Немного собралось горцев из соседних аулов провожать непрошеных гостей; многие аулы понесли почти одну участь с Муртузали.

Возвращаясь на соединение с главным отрядом, мы пожгли все хлеба и сено горцев, пригнали баранту, скот и коней.

Около полудня возвратились все отдельные отряды, приведя более сотни пленных, пригнав, до пяти тысяч баранов и сот пять рогатого скота и лошадей. Развели костры, закипели котлы и явилась круговая чарка-чародейка; пошли разговоры и неизбежная похвальба подвигами; поднялся смех и слышалась подчас ловкая острота над хвастуном или наивным новичком… Только раненые охали да кряхтели в руках эскулапов и их ассистентов.
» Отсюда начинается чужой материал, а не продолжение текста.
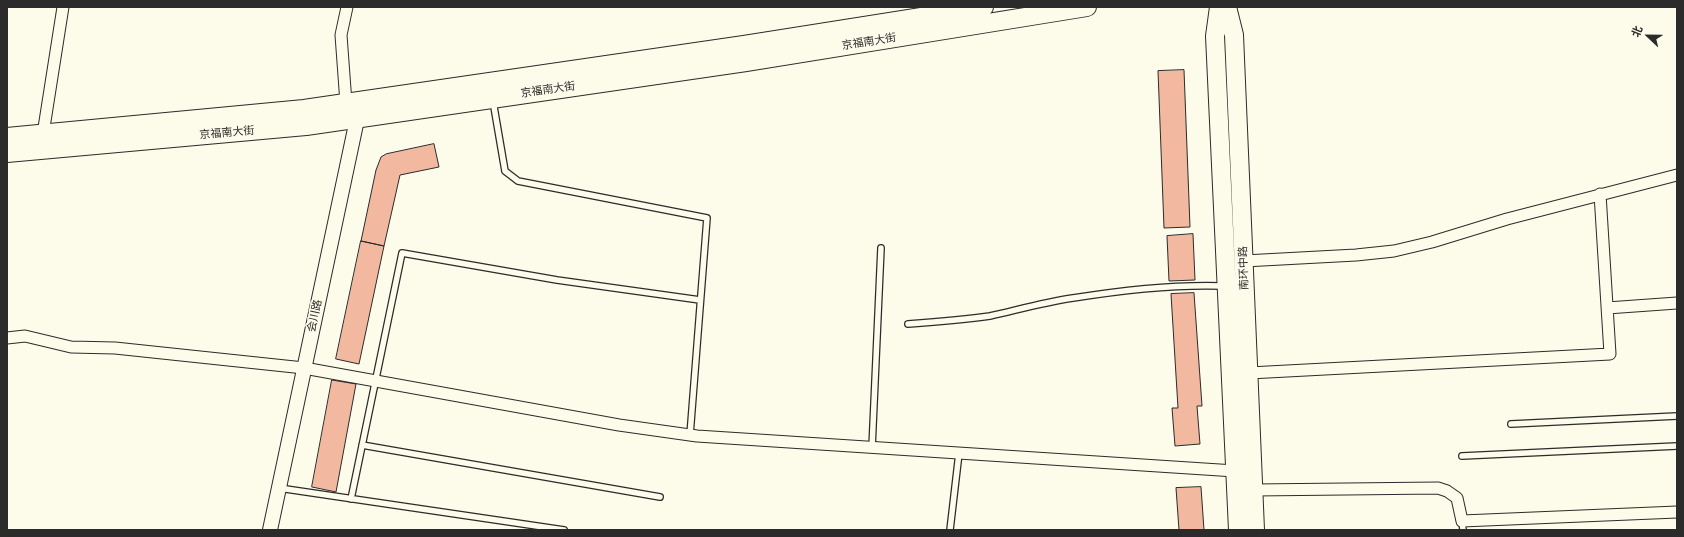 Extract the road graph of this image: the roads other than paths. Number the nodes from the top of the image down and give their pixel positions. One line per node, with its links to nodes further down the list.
1 (63, 7): 9 (street)
2 (348, 7): 8 (street)
3 (984, 7): 8 (highway, 京福南大街)
4 (1087, 7): 7 (highway, 京福南大街)
5 (1219, 7): 16 (highway, 南环中路)
6 (1227, 7): 15 (highway, 南环中路)
7 (493, 98): 8 (highway, 京福南大街); 17 (lane)
8 (355, 108): 9 (highway, 京福南大街); 11 (highway, 京福南大街); 22 (street, 会川路)
9 (43, 134): 10 (highway, 京福南大街)
10 (7, 137)
11 (7, 154)
12 (1677, 175): 13 (street)
13 (1600, 194): 15 (street); 19 (street)
14 (881, 248): 30 (lane)
15 (1244, 261): 23 (highway, 南环中路)
16 (1226, 286): 20 (lane); 33 (highway, 南环中路)
17 (700, 300): 24 (lane); 27 (lane)
18 (1677, 303): 19 (street)
19 (1607, 308): 23 (street)
20 (908, 324)
21 (7, 338): 22 (street)
22 (304, 368): 24 (street); 34 (street, 会川路)
23 (1249, 372): 35 (highway, 南环中路)
24 (376, 381): 27 (street); 28 (lane)
25 (1677, 416): 26 (lane)
26 (1511, 424)
27 (690, 435): 30 (street)
28 (362, 445): 36 (lane); 37 (lane)
29 (1677, 446): 32 (lane)
30 (872, 448): 31 (street)
31 (959, 453): 33 (street); 42 (lane)
32 (1462, 456)
33 (1235, 471): 43 (highway, 南环中路)
34 (279, 488): 37 (lane); 40 (street, 会川路)
35 (1254, 490): 39 (street); 44 (highway, 南环中路)
36 (660, 497)
37 (351, 499): 41 (lane)
38 (1677, 512): 39 (street)
39 (1463, 526)
40 (270, 530)
41 (564, 530)
42 (950, 530)
43 (1238, 530)
44 (1255, 530) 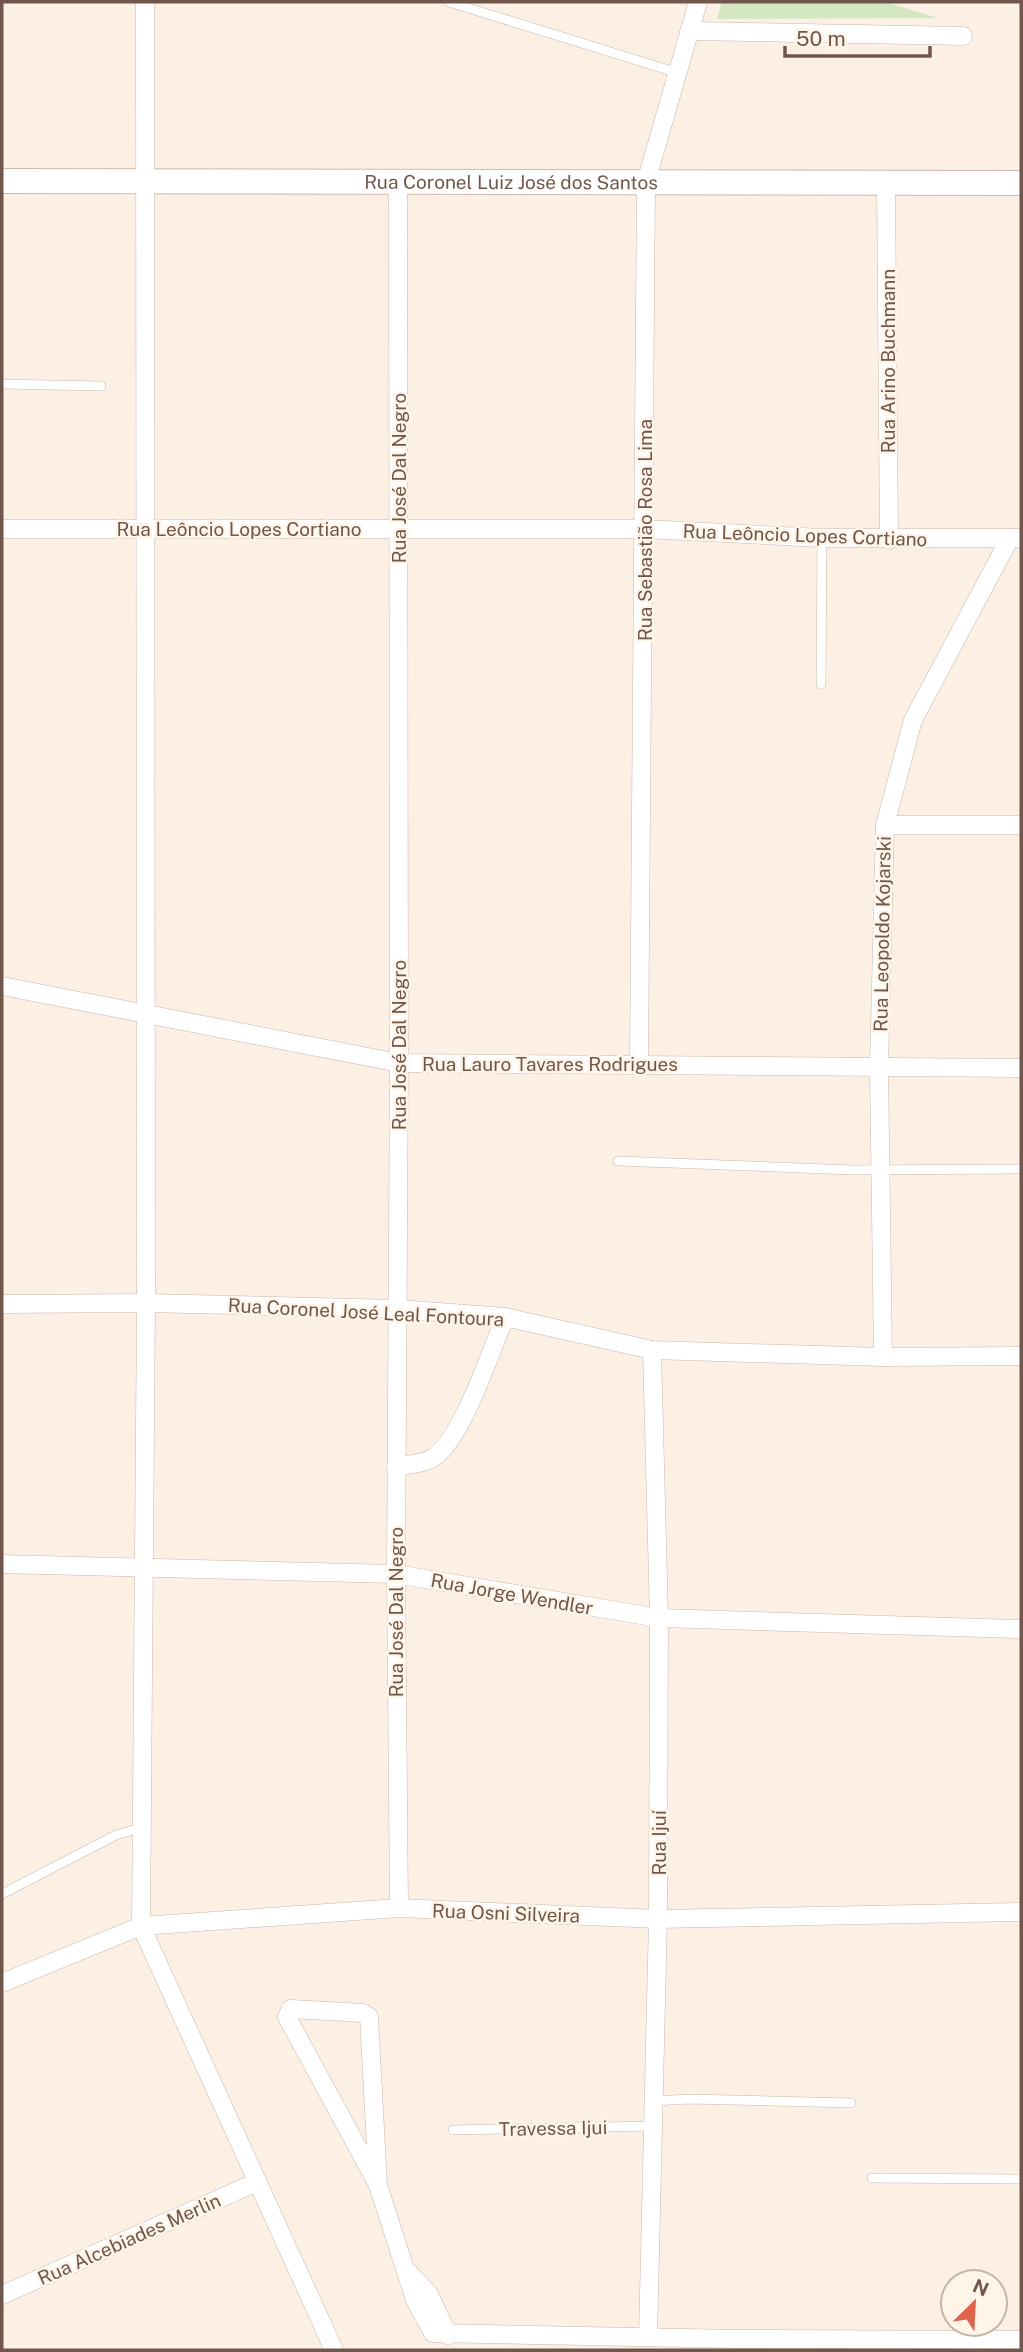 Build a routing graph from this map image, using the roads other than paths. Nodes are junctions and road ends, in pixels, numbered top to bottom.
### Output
1 (145, 2) edge
2 (449, 2) edge
3 (698, 2) edge
4 (690, 31) junction
5 (963, 36) dead end
6 (675, 72) junction
7 (2, 181) edge
8 (147, 182) junction
9 (398, 182) junction
10 (646, 182) junction
11 (887, 183) junction
12 (1021, 183) edge
13 (2, 384) edge
14 (101, 386) dead end
15 (645, 528) junction
16 (2, 529) edge
17 (146, 529) junction
18 (399, 529) junction
19 (822, 538) junction
20 (1016, 538) edge
21 (889, 540) junction
22 (821, 684) dead end
23 (885, 825) junction
24 (1021, 825) edge
25 (2, 986) edge
26 (144, 1014) junction
27 (399, 1063) junction
28 (639, 1065) junction
29 (879, 1067) junction
30 (1021, 1068) edge
31 (618, 1161) dead end
32 (880, 1168) junction
33 (1021, 1170) edge
34 (146, 1303) junction
35 (2, 1304) edge
36 (398, 1310) junction
37 (505, 1317) junction
38 (652, 1350) junction
39 (1021, 1356) edge
40 (883, 1357) junction
41 (396, 1467) junction
42 (2, 1564) edge
43 (142, 1568) junction
44 (396, 1574) junction
45 (659, 1618) junction
46 (1021, 1629) edge
47 (141, 1828) junction
48 (2, 1894) edge
49 (399, 1908) junction
50 (1021, 1912) edge
51 (659, 1919) junction
52 (141, 1926) junction
53 (2, 1983) edge
54 (654, 2101) junction
55 (851, 2103) dead end
56 (653, 2126) junction
57 (453, 2130) dead end
58 (872, 2178) dead end
59 (1021, 2179) edge
60 (257, 2182) junction
61 (378, 2185) junction
62 (2, 2295) edge
63 (648, 2337) junction
64 (452, 2338) edge
65 (1021, 2340) edge
66 (484, 2343) edge
67 (737, 2345) edge
68 (939, 2345) edge
69 (334, 2350) edge

1 - 8 street
2 - 6 lane
3 - 4 street, Rua Sebastião Rosa Lima
4 - 5 street
4 - 6 street, Rua Sebastião Rosa Lima
6 - 10 street, Rua Sebastião Rosa Lima
7 - 8 main road, Rua Coronel Luiz José dos Santos
8 - 9 main road, Rua Coronel Luiz José dos Santos
8 - 17 street
9 - 10 main road, Rua Coronel Luiz José dos Santos
9 - 18 street, Rua José Dal Negro
10 - 11 main road, Rua Coronel Luiz José dos Santos
10 - 15 street, Rua Sebastião Rosa Lima
11 - 12 main road, Rua Coronel Luiz José dos Santos
11 - 21 street, Rua Arino Buchmann
13 - 14 lane
15 - 18 street, Rua Leôncio Lopes Cortiano
15 - 19 street, Rua Leôncio Lopes Cortiano
15 - 28 street, Rua Sebastião Rosa Lima
16 - 17 street, Rua Leôncio Lopes Cortiano
17 - 18 street, Rua Leôncio Lopes Cortiano
17 - 26 street
18 - 27 street, Rua José Dal Negro
19 - 21 street, Rua Leôncio Lopes Cortiano
19 - 22 lane
20 - 21 street, Rua Leôncio Lopes Cortiano
20 - 23 street, Rua Leopoldo Kojarski
23 - 24 street
23 - 29 street, Rua Leopoldo Kojarski
25 - 26 street, Rua Lauro Tavares Rodrigues
26 - 27 street, Rua Lauro Tavares Rodrigues
26 - 34 street
27 - 28 street, Rua Lauro Tavares Rodrigues
27 - 36 street, Rua José Dal Negro
28 - 29 street, Rua Lauro Tavares Rodrigues
29 - 30 street, Rua Lauro Tavares Rodrigues
29 - 32 street, Rua Leopoldo Kojarski
31 - 32 lane
32 - 33 lane
32 - 40 street, Rua Leopoldo Kojarski
34 - 35 street, Rua Coronel José Leal Fontoura
34 - 36 street, Rua Coronel José Leal Fontoura
34 - 43 street
36 - 37 street, Rua Coronel José Leal Fontoura
36 - 41 street, Rua José Dal Negro
37 - 38 street, Rua Coronel José Leal Fontoura
37 - 41 street
38 - 40 street, Rua Coronel José Leal Fontoura
38 - 45 street, Rua Ijuí
39 - 40 street, Rua Coronel José Leal Fontoura
41 - 44 street, Rua José Dal Negro
42 - 43 street, Rua Jorge Wendler
43 - 44 street, Rua Jorge Wendler
43 - 47 street
44 - 45 street, Rua Jorge Wendler
44 - 49 street, Rua José Dal Negro
45 - 46 street, Rua Jorge Wendler
45 - 51 street, Rua Ijuí
47 - 48 lane
47 - 52 street
49 - 51 street, Rua Osni Silveira
49 - 52 street, Rua Osni Silveira
50 - 51 street, Rua Osni Silveira
51 - 54 street, Rua Ijuí
52 - 53 street, Rua Osni Silveira
52 - 60 street
54 - 55 lane
54 - 56 street, Rua Ijuí
56 - 57 lane, Travessa Ijui
56 - 63 street, Rua Ijuí
58 - 59 lane
60 - 62 street, Rua Alcebiades Merlin
60 - 69 street
61 - 61 street
61 - 64 street
63 - 66 street
63 - 67 street
64 - 66 street
65 - 68 street
67 - 68 street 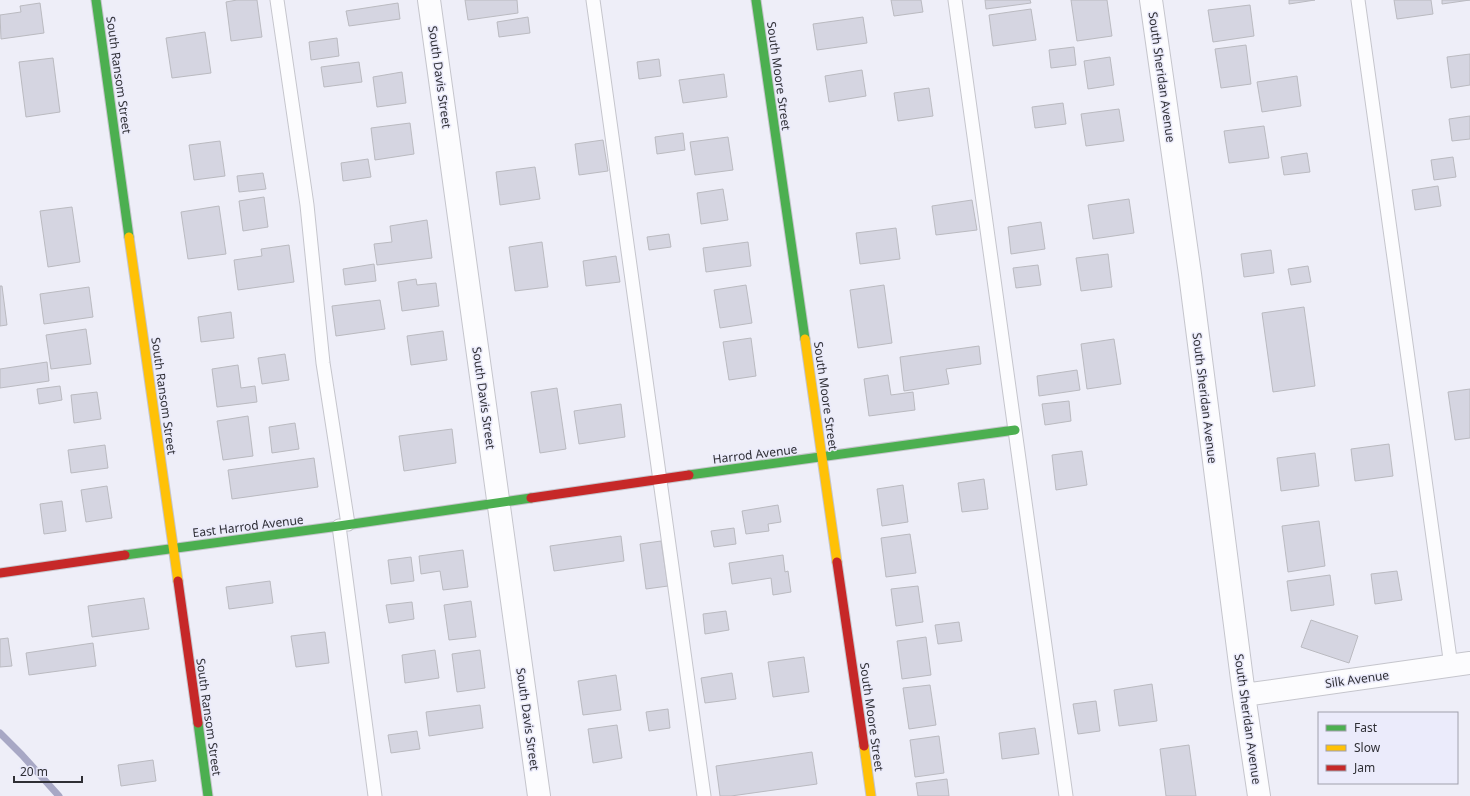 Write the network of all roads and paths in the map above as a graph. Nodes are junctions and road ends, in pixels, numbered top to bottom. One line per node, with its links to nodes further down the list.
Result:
1 (96, 0): 14 (street, South Ransom Street)
2 (277, 0): 13 (lane)
3 (429, 0): 12 (street, South Davis Street)
4 (593, 0): 11 (lane)
5 (756, 0): 10 (street, South Moore Street)
6 (955, 0): 9 (lane)
7 (1151, 0): 17 (street, South Sheridan Avenue)
8 (1358, 0): 16 (lane)
9 (1015, 430): 10 (street, Harrod Avenue); 23 (lane)
10 (822, 457): 11 (street, Harrod Avenue); 22 (street, South Moore Street)
11 (659, 478): 12 (street, Harrod Avenue); 21 (lane)
12 (498, 503): 13 (street, East Harrod Avenue); 20 (street, South Davis Street)
13 (343, 525): 14 (street, East Harrod Avenue); 19 (lane)
14 (173, 548): 15 (street, East Harrod Avenue); 18 (street, South Ransom Street)
15 (0, 573)
16 (1460, 664): 17 (street, Silk Avenue)
17 (1244, 695): 24 (street, South Sheridan Avenue)
18 (208, 796)
19 (375, 796)
20 (539, 796)
21 (704, 796)
22 (871, 796)
23 (1066, 796)
24 (1259, 796) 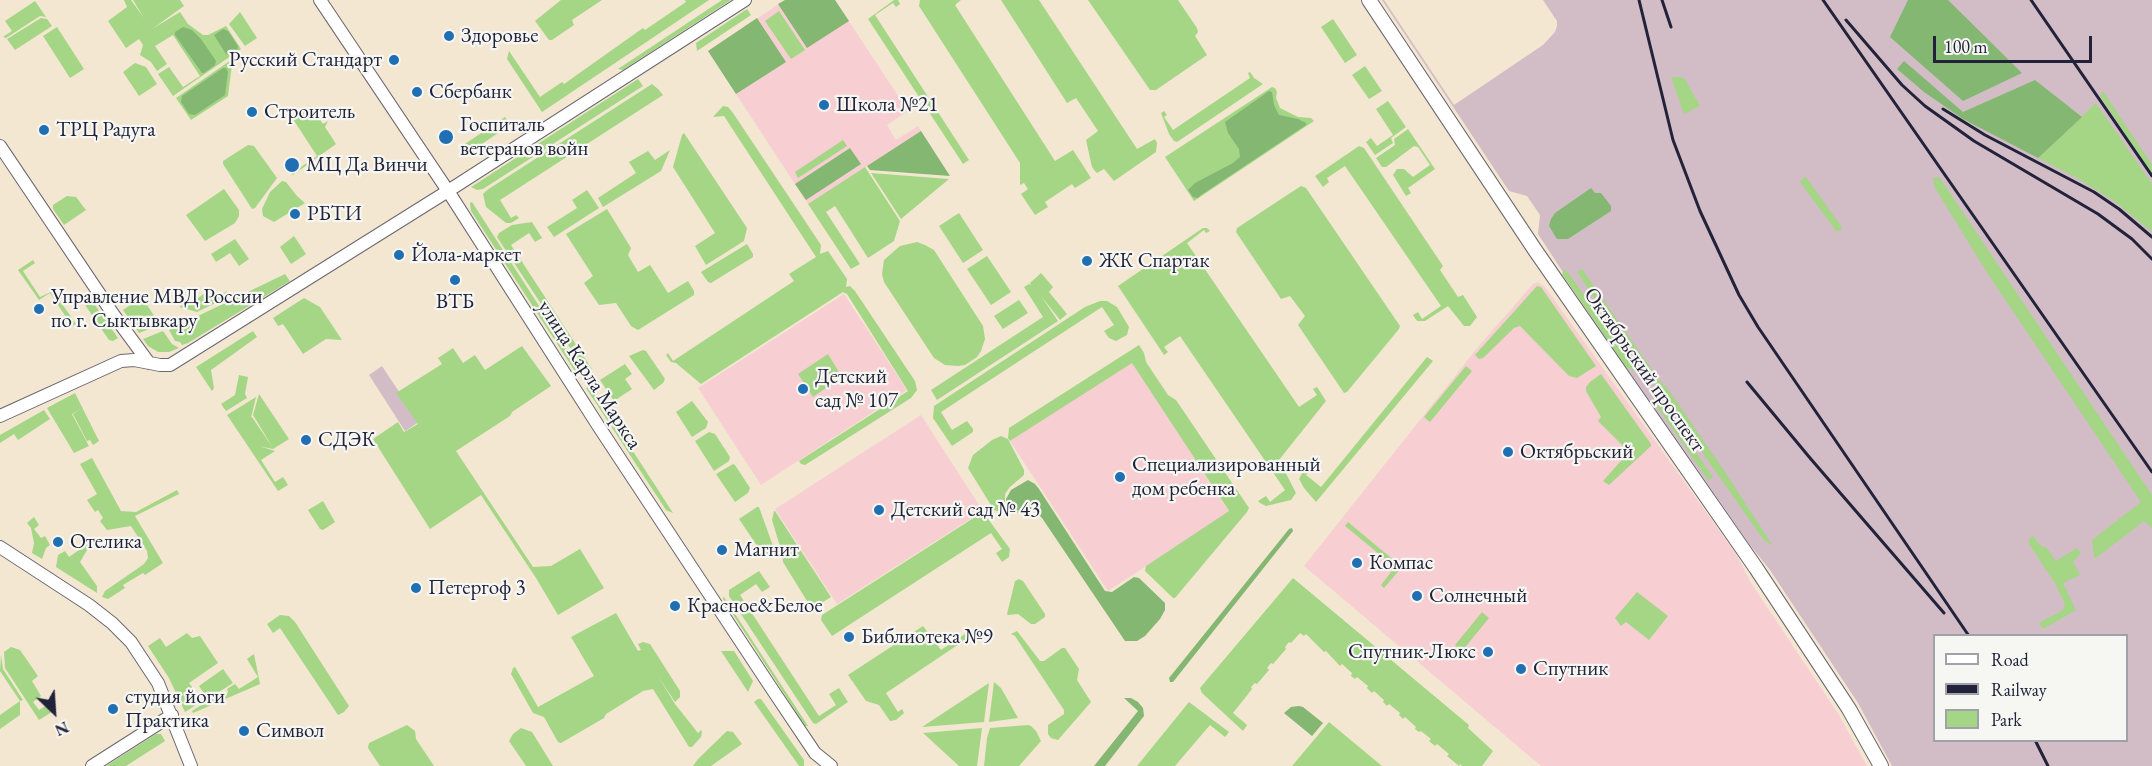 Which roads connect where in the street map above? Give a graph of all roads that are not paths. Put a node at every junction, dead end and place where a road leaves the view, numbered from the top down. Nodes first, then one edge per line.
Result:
1 (320, 0) edge
2 (745, 0) edge
3 (1369, 0) edge
4 (0, 146) edge
5 (448, 191) junction
6 (148, 363) junction
7 (0, 416) edge
8 (0, 547) edge
9 (172, 715) junction
10 (92, 766) edge
11 (191, 766) edge
12 (831, 766) edge
13 (1881, 766) edge

1 - 5 street, улица Карла Маркса
2 - 5 street
3 - 13 main road, Октябрьский проспект
4 - 6 street
5 - 6 street
5 - 12 street, улица Карла Маркса
6 - 7 street
8 - 9 street
9 - 10 street
9 - 11 street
Набег вполне удался, благодаря употребленной хитрости – собрать за несколько дней, в середине и в верховьях линии, сильные отряды, тем более, что накануне, после сожжения кошей, отряд отошел по направлению вверх по Лабе. Все это вместе обмануло горцев: они никак не ожидали нападения в низовьях реки, твердо веруя в недоступность своих логовищ, ибо до тех пор никогда не бывало нападения отрядов в направлении от Черных Гор.

Потеря наша была, убитыми и ранеными, человек до сорока, да около сотни лошадей.

Весело возвратились к вечеру в станицу. За удачный набег вышли награды; на долю пластунов назначено было четыре георгиевских креста. Собрались товарищи, посудили, порядили, и как ни хотелось всякому иметь крест, но нужно было выбрать только четверых. счастливцев, в числе которых единогласно избрали меня и Мандруйку. Я сам чувствую и сознаю, что недаром добыт мною этот знак отличия военного ордена; вдвое горжусь тем, что он мне приговорен единодушно такими специалистами в деле охоты за горцами, как бывшие пластуны.

Загрузка...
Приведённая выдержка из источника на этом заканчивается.